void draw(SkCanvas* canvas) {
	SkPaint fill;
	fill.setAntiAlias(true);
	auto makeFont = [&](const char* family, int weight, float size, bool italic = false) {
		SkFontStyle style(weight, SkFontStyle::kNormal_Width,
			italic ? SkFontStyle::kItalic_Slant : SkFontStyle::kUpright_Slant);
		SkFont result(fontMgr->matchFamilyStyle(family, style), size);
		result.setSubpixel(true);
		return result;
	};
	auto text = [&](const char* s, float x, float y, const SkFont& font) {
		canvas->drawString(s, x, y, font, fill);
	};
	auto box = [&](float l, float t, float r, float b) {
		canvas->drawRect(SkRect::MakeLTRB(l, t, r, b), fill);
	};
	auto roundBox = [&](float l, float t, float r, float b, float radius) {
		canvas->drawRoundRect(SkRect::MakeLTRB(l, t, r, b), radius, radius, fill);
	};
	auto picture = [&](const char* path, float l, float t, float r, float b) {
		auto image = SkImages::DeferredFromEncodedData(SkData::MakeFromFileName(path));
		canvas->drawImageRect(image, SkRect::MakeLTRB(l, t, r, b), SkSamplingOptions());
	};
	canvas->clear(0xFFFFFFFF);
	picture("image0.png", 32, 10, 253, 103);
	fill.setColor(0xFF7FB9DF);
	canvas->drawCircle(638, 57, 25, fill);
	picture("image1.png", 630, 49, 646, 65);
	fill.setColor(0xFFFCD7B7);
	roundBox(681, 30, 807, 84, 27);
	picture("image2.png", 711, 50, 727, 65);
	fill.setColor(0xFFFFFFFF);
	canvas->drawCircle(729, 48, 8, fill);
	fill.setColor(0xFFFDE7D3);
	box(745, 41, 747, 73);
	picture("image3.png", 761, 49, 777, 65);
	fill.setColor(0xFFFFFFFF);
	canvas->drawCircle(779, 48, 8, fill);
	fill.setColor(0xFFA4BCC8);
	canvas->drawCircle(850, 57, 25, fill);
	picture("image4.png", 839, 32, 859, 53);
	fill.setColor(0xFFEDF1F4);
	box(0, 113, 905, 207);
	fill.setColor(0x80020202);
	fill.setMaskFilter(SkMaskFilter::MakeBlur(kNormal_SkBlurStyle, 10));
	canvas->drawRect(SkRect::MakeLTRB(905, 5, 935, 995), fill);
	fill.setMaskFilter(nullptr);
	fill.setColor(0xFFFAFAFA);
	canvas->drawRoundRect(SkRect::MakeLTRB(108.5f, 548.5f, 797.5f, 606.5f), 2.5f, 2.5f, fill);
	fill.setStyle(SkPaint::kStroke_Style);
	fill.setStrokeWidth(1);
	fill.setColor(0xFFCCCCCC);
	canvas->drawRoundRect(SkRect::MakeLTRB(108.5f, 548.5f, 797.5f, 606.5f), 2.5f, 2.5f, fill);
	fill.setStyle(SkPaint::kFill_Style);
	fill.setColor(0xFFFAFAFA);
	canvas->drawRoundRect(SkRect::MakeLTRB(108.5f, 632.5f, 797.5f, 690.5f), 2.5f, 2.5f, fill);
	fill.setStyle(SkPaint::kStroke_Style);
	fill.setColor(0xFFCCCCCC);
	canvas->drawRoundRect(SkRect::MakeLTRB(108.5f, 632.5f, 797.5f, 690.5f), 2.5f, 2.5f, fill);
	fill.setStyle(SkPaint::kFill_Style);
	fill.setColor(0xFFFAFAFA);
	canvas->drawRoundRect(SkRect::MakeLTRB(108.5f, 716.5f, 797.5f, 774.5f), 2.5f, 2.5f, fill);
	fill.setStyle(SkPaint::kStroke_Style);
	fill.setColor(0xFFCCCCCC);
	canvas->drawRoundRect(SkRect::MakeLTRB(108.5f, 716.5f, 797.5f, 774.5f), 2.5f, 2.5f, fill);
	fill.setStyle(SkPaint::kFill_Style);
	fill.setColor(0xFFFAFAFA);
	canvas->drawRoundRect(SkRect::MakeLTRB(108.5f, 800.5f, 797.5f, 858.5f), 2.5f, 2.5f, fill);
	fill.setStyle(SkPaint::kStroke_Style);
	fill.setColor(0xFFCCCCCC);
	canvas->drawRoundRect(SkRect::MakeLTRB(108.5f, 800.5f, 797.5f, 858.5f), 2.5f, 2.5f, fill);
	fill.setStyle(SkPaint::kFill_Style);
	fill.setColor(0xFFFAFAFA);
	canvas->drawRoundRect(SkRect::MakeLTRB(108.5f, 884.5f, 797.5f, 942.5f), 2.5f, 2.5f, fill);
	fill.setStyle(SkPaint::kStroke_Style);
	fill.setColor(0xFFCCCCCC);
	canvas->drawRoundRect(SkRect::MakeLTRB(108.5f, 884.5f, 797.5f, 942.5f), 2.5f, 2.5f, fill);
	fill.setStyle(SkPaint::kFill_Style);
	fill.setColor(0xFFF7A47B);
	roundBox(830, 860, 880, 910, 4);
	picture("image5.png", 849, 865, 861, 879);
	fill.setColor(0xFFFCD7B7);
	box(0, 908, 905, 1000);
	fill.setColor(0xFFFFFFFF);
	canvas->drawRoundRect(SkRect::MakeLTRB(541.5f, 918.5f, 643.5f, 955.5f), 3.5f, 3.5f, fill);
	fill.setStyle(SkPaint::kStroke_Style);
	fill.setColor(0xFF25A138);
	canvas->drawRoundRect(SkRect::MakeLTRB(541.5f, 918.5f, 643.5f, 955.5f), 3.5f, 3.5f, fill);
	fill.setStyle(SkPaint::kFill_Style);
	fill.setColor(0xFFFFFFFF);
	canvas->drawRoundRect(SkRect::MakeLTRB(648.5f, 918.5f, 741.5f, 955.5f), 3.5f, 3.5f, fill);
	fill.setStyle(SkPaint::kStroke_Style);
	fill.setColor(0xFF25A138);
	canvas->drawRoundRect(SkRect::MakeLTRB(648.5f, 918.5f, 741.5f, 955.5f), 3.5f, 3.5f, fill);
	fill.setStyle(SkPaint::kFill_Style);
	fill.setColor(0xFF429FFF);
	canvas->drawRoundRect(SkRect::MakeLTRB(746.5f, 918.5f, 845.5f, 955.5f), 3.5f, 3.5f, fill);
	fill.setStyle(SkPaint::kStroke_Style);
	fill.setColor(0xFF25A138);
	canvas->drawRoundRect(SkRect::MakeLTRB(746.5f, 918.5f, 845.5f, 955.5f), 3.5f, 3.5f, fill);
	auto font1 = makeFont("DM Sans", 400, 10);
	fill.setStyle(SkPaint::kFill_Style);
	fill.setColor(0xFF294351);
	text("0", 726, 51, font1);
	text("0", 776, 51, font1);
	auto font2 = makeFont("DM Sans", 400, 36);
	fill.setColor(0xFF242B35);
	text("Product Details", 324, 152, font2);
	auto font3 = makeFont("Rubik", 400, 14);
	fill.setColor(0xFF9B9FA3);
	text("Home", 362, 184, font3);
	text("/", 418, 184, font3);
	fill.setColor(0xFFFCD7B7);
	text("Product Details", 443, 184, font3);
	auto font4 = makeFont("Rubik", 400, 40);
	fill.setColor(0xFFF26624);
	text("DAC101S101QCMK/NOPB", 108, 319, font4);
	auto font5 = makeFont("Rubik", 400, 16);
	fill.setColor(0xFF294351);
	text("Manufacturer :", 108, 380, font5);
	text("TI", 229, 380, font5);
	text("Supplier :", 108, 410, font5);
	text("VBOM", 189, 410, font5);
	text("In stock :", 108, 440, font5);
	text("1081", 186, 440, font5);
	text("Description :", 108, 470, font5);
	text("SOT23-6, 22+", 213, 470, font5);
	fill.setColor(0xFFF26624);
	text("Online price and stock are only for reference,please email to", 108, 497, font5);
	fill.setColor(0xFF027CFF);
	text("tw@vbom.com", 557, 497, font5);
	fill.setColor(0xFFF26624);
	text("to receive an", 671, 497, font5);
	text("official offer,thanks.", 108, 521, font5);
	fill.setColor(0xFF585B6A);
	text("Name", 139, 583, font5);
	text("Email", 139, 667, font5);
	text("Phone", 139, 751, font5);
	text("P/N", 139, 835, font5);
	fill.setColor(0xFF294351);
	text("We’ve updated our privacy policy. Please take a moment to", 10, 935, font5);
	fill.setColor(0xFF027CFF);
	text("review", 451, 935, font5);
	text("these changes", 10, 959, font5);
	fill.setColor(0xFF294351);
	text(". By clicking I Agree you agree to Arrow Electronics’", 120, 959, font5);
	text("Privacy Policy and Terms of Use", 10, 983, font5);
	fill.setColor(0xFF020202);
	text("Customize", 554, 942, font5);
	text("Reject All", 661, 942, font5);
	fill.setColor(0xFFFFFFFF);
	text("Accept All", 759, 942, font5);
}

□ □ □ □

▸ Work request: Go through the listing above and copy each line that contains "SkFontStyle".

▸ Answer for this exercise:
		SkFontStyle style(weight, SkFontStyle::kNormal_Width,
			italic ? SkFontStyle::kItalic_Slant : SkFontStyle::kUpright_Slant);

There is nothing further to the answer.